A certain degree of waste in fashion is, perhaps, unavoidable — excess material during production, clothing that gets tossed instead of recycled or reused, and heaps of unsold product. However, there’s a significant and important spectrum of waste, with the work of innovative Good Companies attempting to mitigate these outcomes on one end and more “traditional” industry practices on the other.
Take unsold product, which was put in the spotlight when Burberry revealed this summer that it had burned 28.6 million pounds (or about $37 million worth) of its unsold goods. According to The New York Times, the practice of destroying product is fairly widespread among luxury brands, and is justified as an effort to maintain brand value — hypothetically, it prevents unwanted items from being stolen or sold at a discount.
When consumers learned of the issue there was, understandably, an outcry: it shows neither respect for the labor and resources required to make a product nor awareness of the far-reaching environmental and social impact of waste.
In response to consumer pressure, brands are beginning to recognize the need to improve — Burberry announced that they would not only cease destroying unsold merchandise but stop selling products that use real animal fur, too. They’re also partnering with Good Company Elvis & Kresse to take 120 tons of Burberry leather waste and turn it into entirely new products over the next five years.
Industry leaders working to become more sustainable are worth applauding — but so are the fashion companies going above and beyond to not only reduce waste, but also pioneer entirely new products, production processes, and business models to radically change how waste is conceived. Check them out:
- Elvis & Kresse → Upcycles products from difficult-to-recycle materials like fire hoses, parachute silk, coffee sacks, shoe boxes, auction banners and leather waste.
- ECOALF → Creates fabrics from reclaimed waste materials, including decommissioned fishing nets, plastic bottles, cotton waste, used tires, and discarded coffee grounds.
- Eileen Fisher → Incentivizes customers to return used Eileen Fisher apparel in return for a $5 gift certificate per item, and then refurbishes or repurposes those items for resale.
- Reformation → Uses ~15% dead stock or vintage materials and offers prepaid shipping labels to encourage customers to recycle their clothes in the “RefRecycling” program.

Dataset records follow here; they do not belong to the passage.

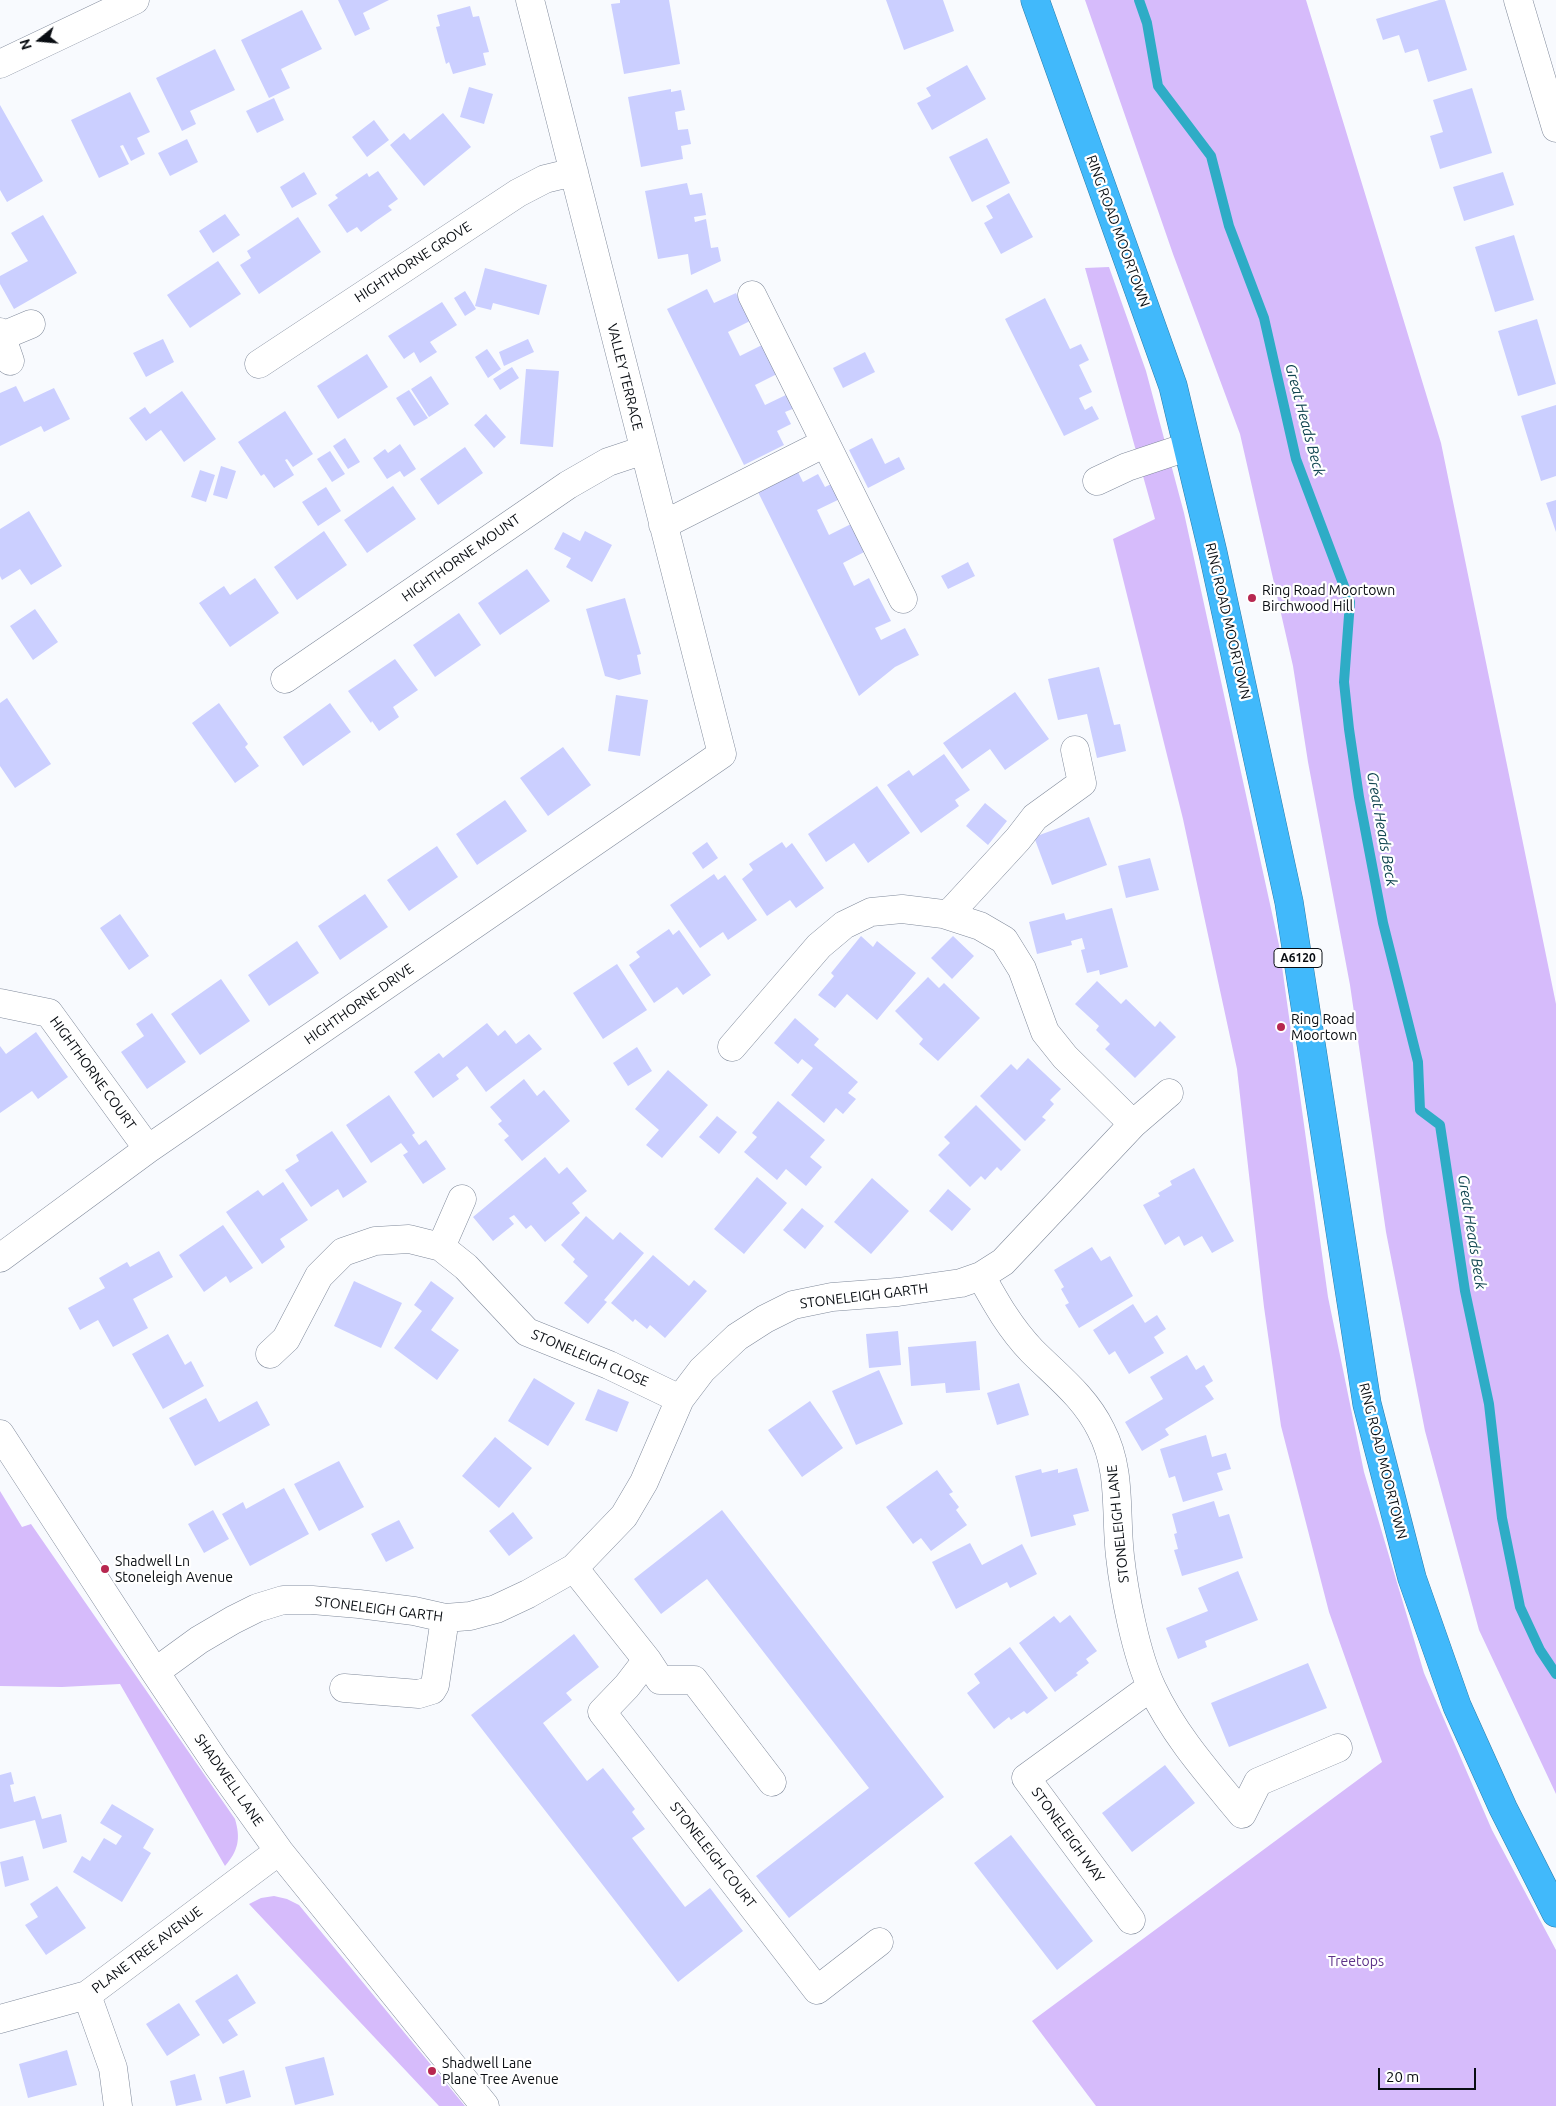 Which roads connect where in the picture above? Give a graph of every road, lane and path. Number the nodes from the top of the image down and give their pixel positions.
1 (135, 0) edge
2 (530, 0) edge
3 (1035, 0) edge
4 (1518, 0) edge
5 (0, 64) edge
6 (1556, 128) edge
7 (574, 172) junction
8 (752, 295) dead end
9 (30, 324) dead end
10 (4, 343) edge
11 (258, 364) dead end
12 (825, 443) junction
13 (1187, 447) junction
14 (644, 450) junction
15 (1097, 481) dead end
16 (663, 525) junction
17 (903, 599) dead end
18 (286, 679) dead end
19 (1075, 750) dead end
20 (722, 754) joint
21 (948, 915) junction
22 (0, 1002) edge
23 (732, 1047) dead end
24 (1169, 1092) dead end
25 (1133, 1124) junction
26 (148, 1149) junction
27 (462, 1199) dead end
28 (441, 1247) junction
29 (0, 1258) edge
30 (981, 1276) junction
31 (270, 1354) dead end
32 (680, 1399) junction
33 (0, 1434) edge
34 (574, 1568) junction
35 (445, 1618) junction
36 (647, 1660) junction
37 (155, 1672) junction
38 (1151, 1686) junction
39 (344, 1688) dead end
40 (1338, 1748) dead end
41 (772, 1782) dead end
42 (279, 1851) junction
43 (1556, 1913) edge
44 (1131, 1920) dead end
45 (879, 1942) dead end
46 (87, 1995) junction
47 (0, 2019) edge
48 (118, 2106) edge
49 (485, 2106) edge

1 - 5 street
2 - 7 street, VALLEY TERRACE
3 - 13 highway, RING ROAD MOORTOWN / A6120
4 - 6 street
7 - 11 street, HIGHTHORNE GROVE
7 - 14 street, VALLEY TERRACE
8 - 12 street
9 - 10 street
12 - 16 street
12 - 17 street
13 - 15 street
13 - 43 highway, RING ROAD MOORTOWN / A6120
14 - 16 street, VALLEY TERRACE
14 - 18 street, HIGHTHORNE MOUNT
16 - 20 street, VALLEY TERRACE
19 - 21 street
20 - 26 street, HIGHTHORNE DRIVE
21 - 23 street
21 - 25 street
22 - 26 street, HIGHTHORNE COURT
24 - 25 street, STONELEIGH GARTH
25 - 30 street, STONELEIGH GARTH
26 - 29 street, HIGHTHORNE DRIVE
27 - 28 street
28 - 31 street, STONELEIGH CLOSE
28 - 32 street, STONELEIGH CLOSE
30 - 32 street, STONELEIGH GARTH
30 - 38 street, STONELEIGH LANE
32 - 34 street, STONELEIGH GARTH
33 - 37 street, SHADWELL LANE
34 - 35 street, STONELEIGH GARTH
34 - 36 street
35 - 37 street, STONELEIGH GARTH
35 - 39 street
36 - 41 street
36 - 45 street, STONELEIGH COURT
37 - 42 street, SHADWELL LANE
38 - 40 street, STONELEIGH LANE
38 - 44 street, STONELEIGH WAY
42 - 46 street, PLANE TREE AVENUE
42 - 49 street, SHADWELL LANE
46 - 47 street, PLANE TREE AVENUE
46 - 48 street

- MUD Jeans → Known for their “lease a jean” program, where customers pay $9/month to rent a pair of pants to either return or keep at the end of use; they can also purchase up-cycled and/or recycled jeans named after their former owners.
- Girlfriend Collective → Transparent about their process for sourcing and transforming post-consumer water bottles into biodegradable fabric for their leggings and sports bras.

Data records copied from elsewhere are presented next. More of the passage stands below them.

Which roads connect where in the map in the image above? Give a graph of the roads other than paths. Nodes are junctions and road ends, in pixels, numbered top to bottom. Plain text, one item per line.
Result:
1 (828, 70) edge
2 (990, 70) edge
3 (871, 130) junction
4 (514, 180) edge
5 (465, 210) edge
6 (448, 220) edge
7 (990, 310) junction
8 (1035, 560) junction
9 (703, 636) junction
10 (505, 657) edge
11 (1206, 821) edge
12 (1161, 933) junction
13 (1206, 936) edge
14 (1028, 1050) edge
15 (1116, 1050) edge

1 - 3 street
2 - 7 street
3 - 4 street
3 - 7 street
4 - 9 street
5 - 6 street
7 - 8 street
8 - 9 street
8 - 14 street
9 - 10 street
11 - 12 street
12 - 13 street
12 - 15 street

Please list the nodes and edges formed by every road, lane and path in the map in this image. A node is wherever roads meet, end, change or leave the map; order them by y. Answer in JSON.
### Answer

- Aeon Row → Uses repurposed materials to make their clothes, and incentivizes customers to recycle their clothes by giving them 15% off purchases as a reward.
- Better World Fashion → Uses 2nd generation materials, gives customers a 50% discount on new jackets for every old jacket returned, and operates a leasing program.
- Patagonia → Uses recycled polyester and organic cotton in their products.
- Bluer Denim → For every pair of jeans purchased, they’ll buy back a user pair for $5 and deliver them to someone in need, incentivizing customers to recycle old clothes.